▶ _Data_:

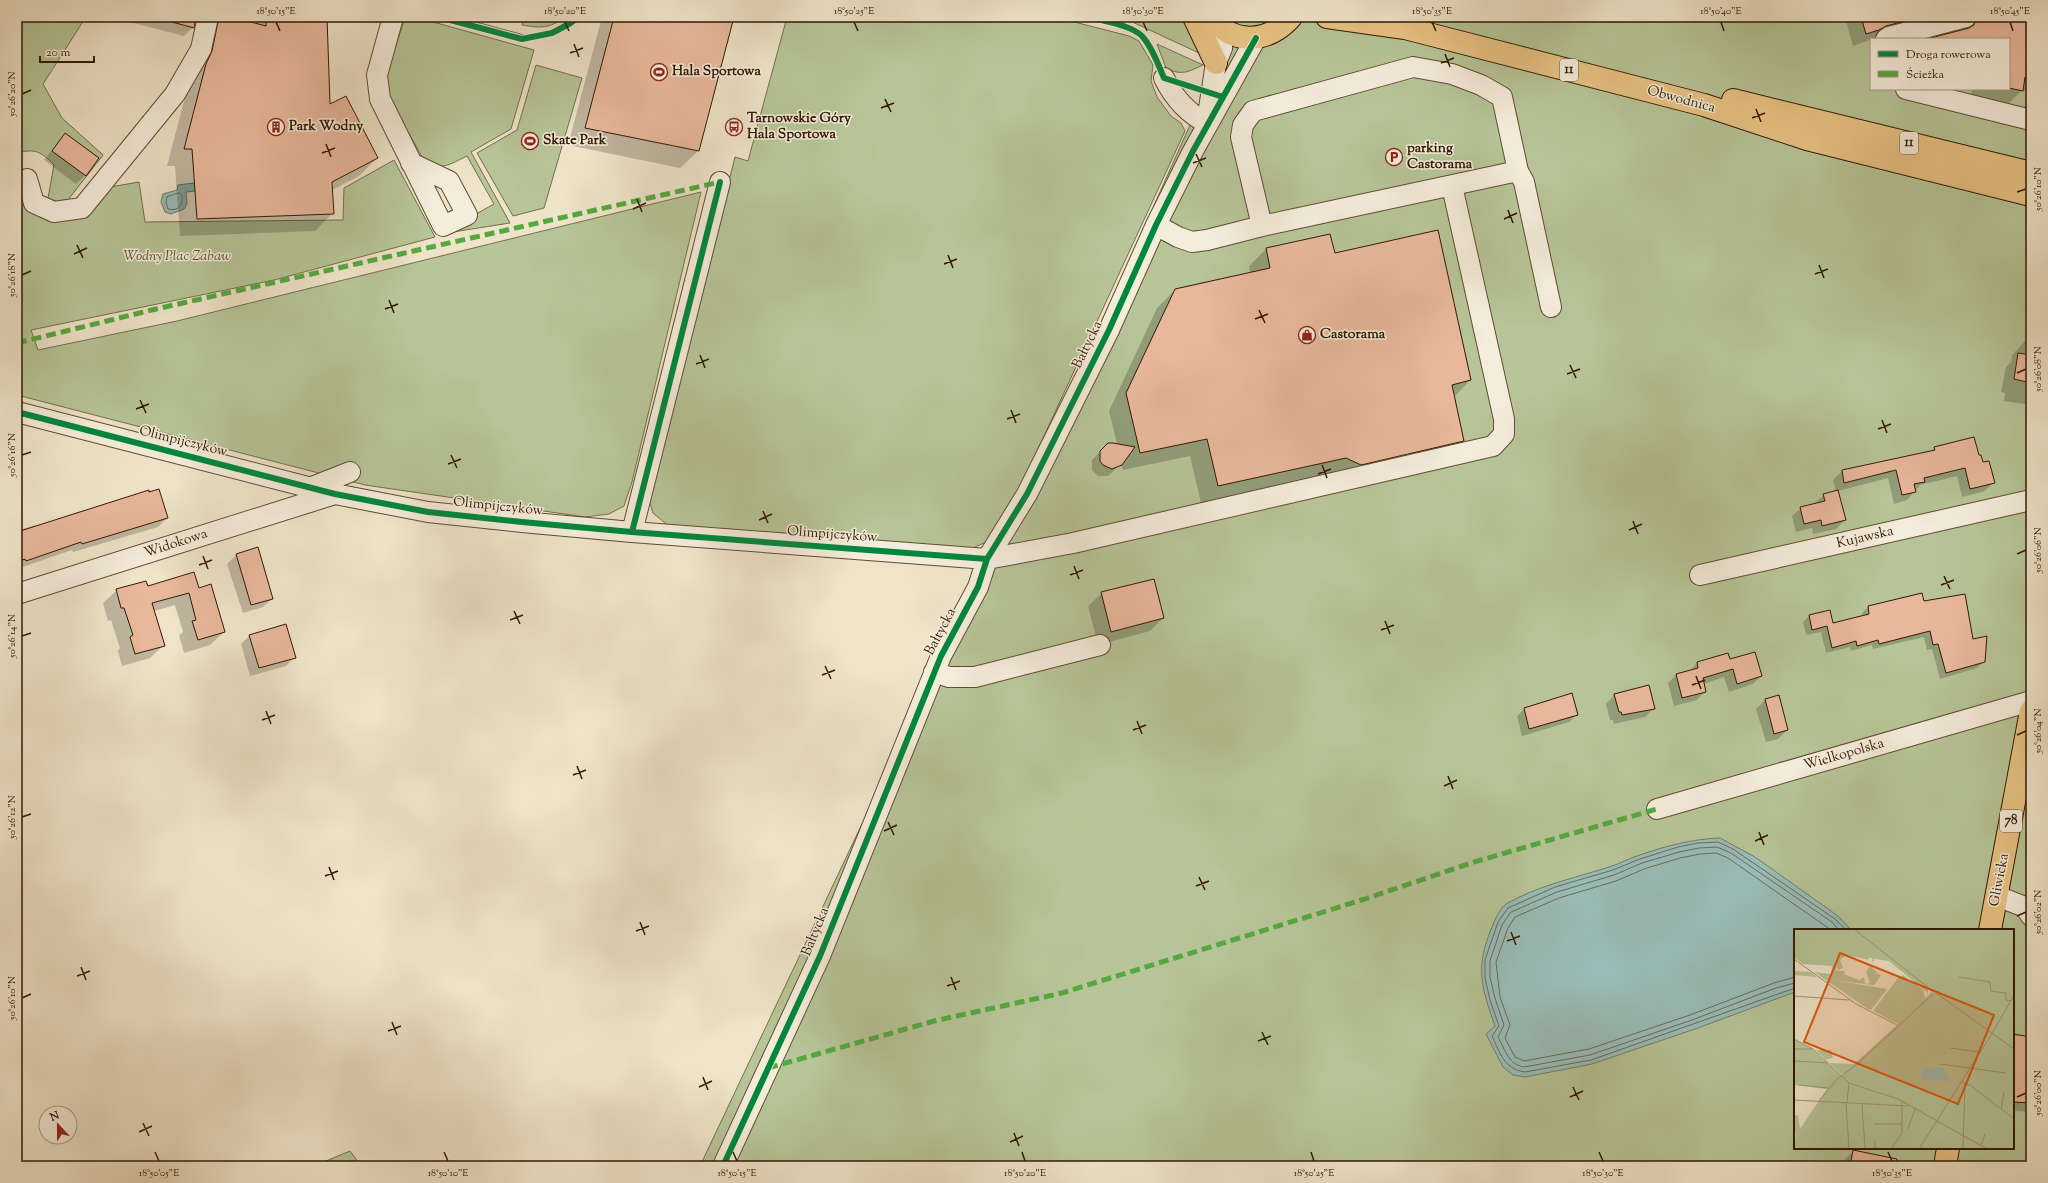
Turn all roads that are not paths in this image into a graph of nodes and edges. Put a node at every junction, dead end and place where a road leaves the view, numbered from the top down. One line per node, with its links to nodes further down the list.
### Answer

--

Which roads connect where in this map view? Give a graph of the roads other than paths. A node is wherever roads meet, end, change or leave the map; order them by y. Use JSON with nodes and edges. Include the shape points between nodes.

▶ _Task requirements_: If a line in the material above holds "view", copy it.

▶ _Response to the exercise_:
Turn all roads that are not paths in this image into a graph of nodes and edges. Put a node at every junction, dead end and place where a road leaves the view, numbered from the top down. One line per node, with its links to nodes further down the list.
Which roads connect where in this map view? Give a graph of the roads other than paths. A node is wherever roads meet, end, change or leave the map; order them by y. Use JSON with nodes and edges. Include the shape points between nodes.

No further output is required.